HIGHLIGHTED NEWS
At the Business and Investment Forum held on March 24th, the European Union (EU) announced a support package of over €560 million for Vietnam, focusing on the development of transport infrastructure and clean energy, while also opening up opportunities to mobilize large-scale concessional capital in the future. Notable among these is the €40 million Sustainable Transport Development Fund, aimed at supporting the implementation of key transport infrastructure projects, along with the expectation of mobilizing over €1 billion in concessional loans. Simultaneously, the EU is also providing a €230 million loan for the Bac Ai pumped-storage hydropower project, contributing to improved energy storage and regulation. In addition, another financing package worth €200 million is designed specifically to support businesses in accessing capital in the fields of renewable energy, energy efficiency, and electrified transport. Notably, numerous cooperation agreements between businesses in the fields of logistics, digital healthcare, and industry have also been signed, demonstrating a growing trend of deeper cooperation between the two sides.
TRADING STRATEGY
The stock market recovered to the 1,614 point mark, with liquidity falling to its lowest level in about two months. Selling pressure eased and was mainly concentrated in some individual oil and gas stocks. Conversely, supportive capital flows spread across most sectors, led by the financial, real estate, and industrial services sectors. The VN-Index is likely to fluctuate around the 1,605-1,630 point range today.

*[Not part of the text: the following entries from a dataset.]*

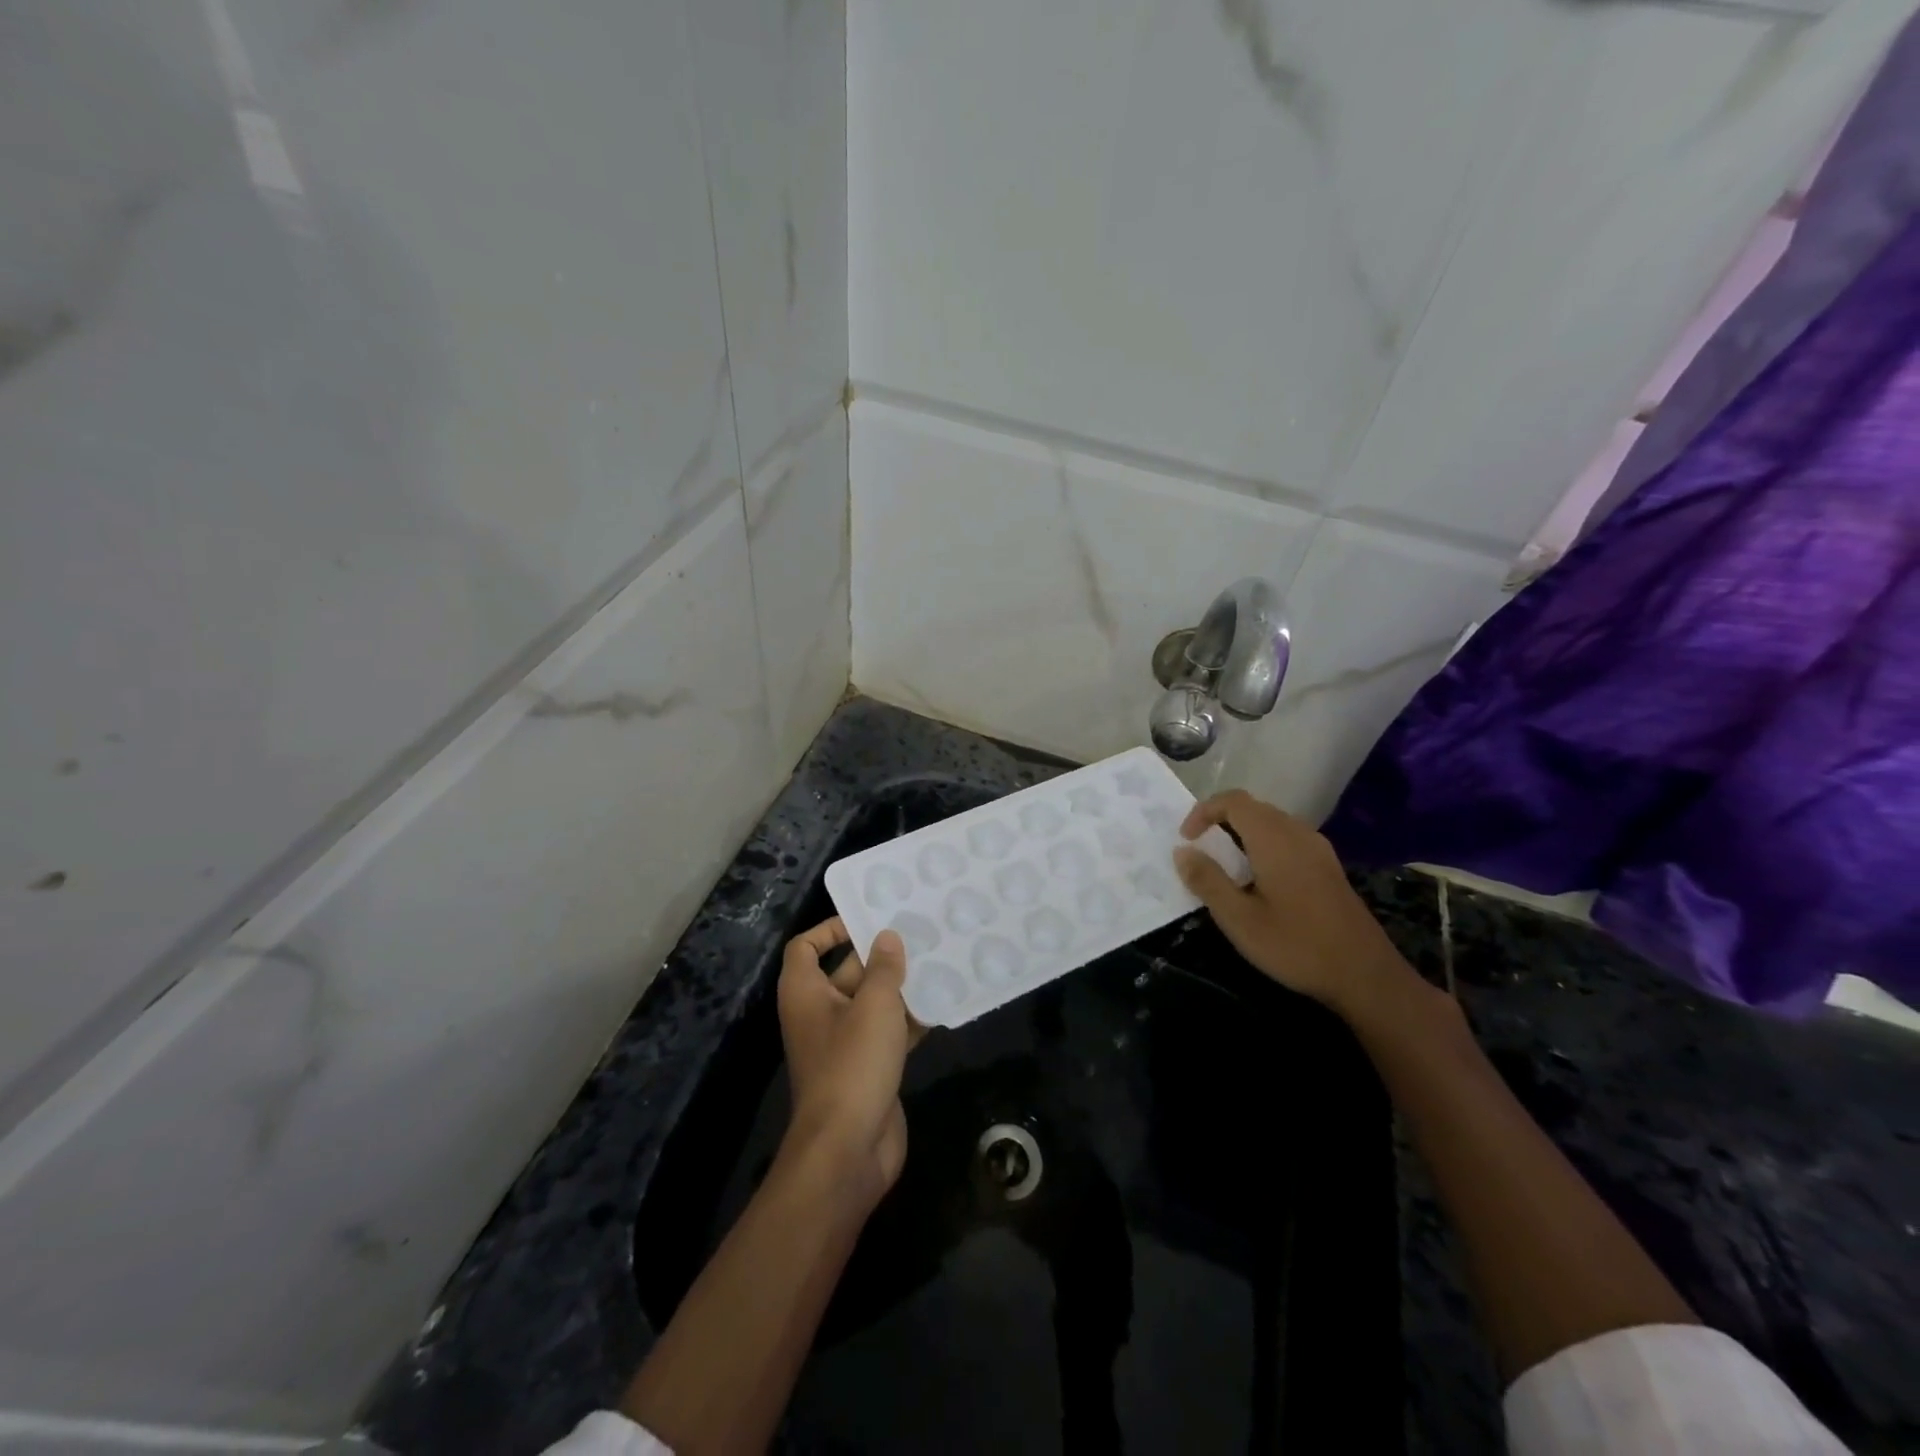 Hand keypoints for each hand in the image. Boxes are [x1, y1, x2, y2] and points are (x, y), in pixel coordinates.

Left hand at [776, 918, 913, 1206]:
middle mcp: (820, 1014)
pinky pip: (888, 1032)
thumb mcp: (873, 1007)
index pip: (806, 947)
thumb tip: (887, 937)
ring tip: (939, 961)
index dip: (831, 928)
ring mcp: (844, 1043)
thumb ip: (883, 968)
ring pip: (872, 1002)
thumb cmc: (852, 1065)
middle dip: (880, 955)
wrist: (848, 1150)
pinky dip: (910, 1020)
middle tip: (920, 933)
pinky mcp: (867, 1068)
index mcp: (805, 993)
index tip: (868, 919)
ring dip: (901, 987)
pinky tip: (942, 1004)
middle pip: (847, 971)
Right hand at [1173, 790, 1411, 1019]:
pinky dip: (1262, 845)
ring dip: (1241, 833)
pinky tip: (1257, 881)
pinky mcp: (1328, 867)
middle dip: (1219, 821)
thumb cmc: (1296, 945)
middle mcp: (1298, 834)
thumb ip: (1207, 880)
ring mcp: (1318, 849)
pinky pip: (1287, 839)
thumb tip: (1182, 851)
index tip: (1186, 840)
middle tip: (1199, 852)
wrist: (1366, 975)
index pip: (1233, 801)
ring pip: (1271, 822)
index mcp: (1274, 839)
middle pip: (1253, 808)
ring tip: (1223, 866)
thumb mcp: (1239, 919)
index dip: (1203, 811)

The market is currently showing signs of recovery since the support area around 1,600 points, thanks to more positive moves from all sides in resuming negotiations and resolving geopolitical conflicts. However, overall sentiment remains cautious as official joint statements have yet to be released, and international market fluctuations have not yet met expectations. In the short term, the VN-Index may recover further towards the 1,640-1,660 point resistance area to test the supply-demand balance, while awaiting further developments from the countries directly involved in the conflict. The trading strategy for investors will remain to maintain a reasonable proportion of stocks, avoid panic selling during market fluctuations, and wait for supporting fundamental factors and reversal signals to reinvest, prioritizing fundamentally sound stocks with attractive valuations or dividend yields.